● Assigned task: An exact transcription of the entries is required, with none of the pictures carried over.

● Given data:
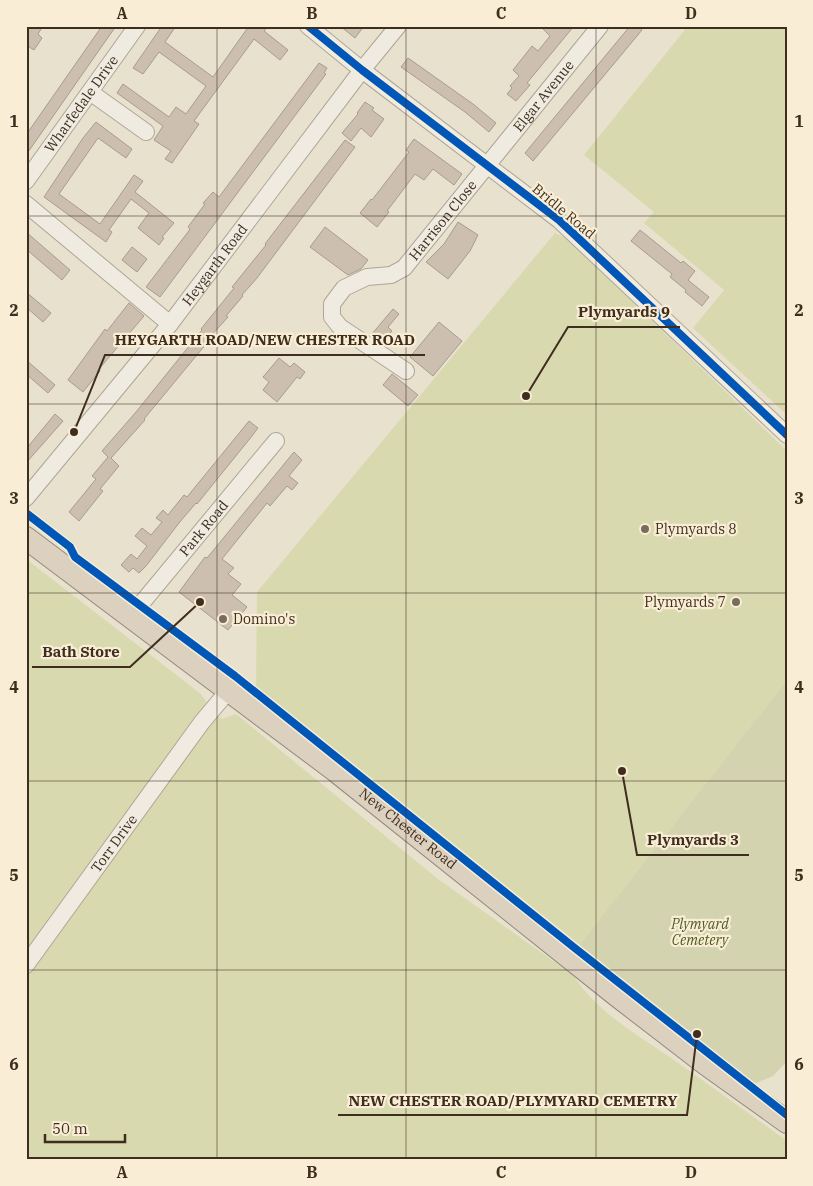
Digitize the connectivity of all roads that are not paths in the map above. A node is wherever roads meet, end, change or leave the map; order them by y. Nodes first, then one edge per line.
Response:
1 (137, 26) edge
2 (308, 26) edge
3 (398, 26) edge
4 (600, 26) edge
5 (362, 70) junction
6 (90, 92) junction
7 (146, 132) dead end
8 (487, 164) junction
9 (26, 181) edge
10 (26, 204) edge
11 (170, 324) junction
12 (406, 371) dead end
13 (787, 435) edge
14 (276, 441) dead end
15 (26, 498) edge
16 (26, 538) edge
17 (131, 616) junction
18 (228, 690) junction
19 (26, 965) edge
20 (787, 1122) edge

1 - 6 street, Wharfedale Drive
2 - 5 street, Bridle Road
3 - 5 street, Heygarth Road
4 - 8 street, Elgar Avenue
5 - 8 street, Bridle Road
5 - 11 street, Heygarth Road
6 - 7 street
6 - 9 street, Wharfedale Drive
8 - 12 street, Harrison Close
8 - 13 street, Bridle Road
10 - 11 street
11 - 15 street, Heygarth Road
14 - 17 street, Park Road
16 - 17 highway, New Chester Road
17 - 18 highway, New Chester Road
18 - 19 street, Torr Drive
18 - 20 highway, New Chester Road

● Solution to this problem:
Digitize the connectivity of all roads that are not paths in the map above. A node is wherever roads meet, end, change or leave the map; order them by y. Nodes first, then one edge per line.
Response:
1 (137, 26) edge
2 (308, 26) edge
3 (398, 26) edge
4 (600, 26) edge
5 (362, 70) junction
6 (90, 92) junction
7 (146, 132) dead end
8 (487, 164) junction
9 (26, 181) edge
10 (26, 204) edge
11 (170, 324) junction
12 (406, 371) dead end
13 (787, 435) edge
14 (276, 441) dead end
15 (26, 498) edge
16 (26, 538) edge
17 (131, 616) junction
18 (228, 690) junction
19 (26, 965) edge
20 (787, 1122) edge

1 - 6 street, Wharfedale Drive
2 - 5 street, Bridle Road
3 - 5 street, Heygarth Road
4 - 8 street, Elgar Avenue
5 - 8 street, Bridle Road
5 - 11 street, Heygarth Road
6 - 7 street
6 - 9 street, Wharfedale Drive
8 - 12 street, Harrison Close
8 - 13 street, Bridle Road
10 - 11 street
11 - 15 street, Heygarth Road
14 - 17 street, Park Road
16 - 17 highway, New Chester Road
17 - 18 highway, New Chester Road
18 - 19 street, Torr Drive
18 - 20 highway, New Chester Road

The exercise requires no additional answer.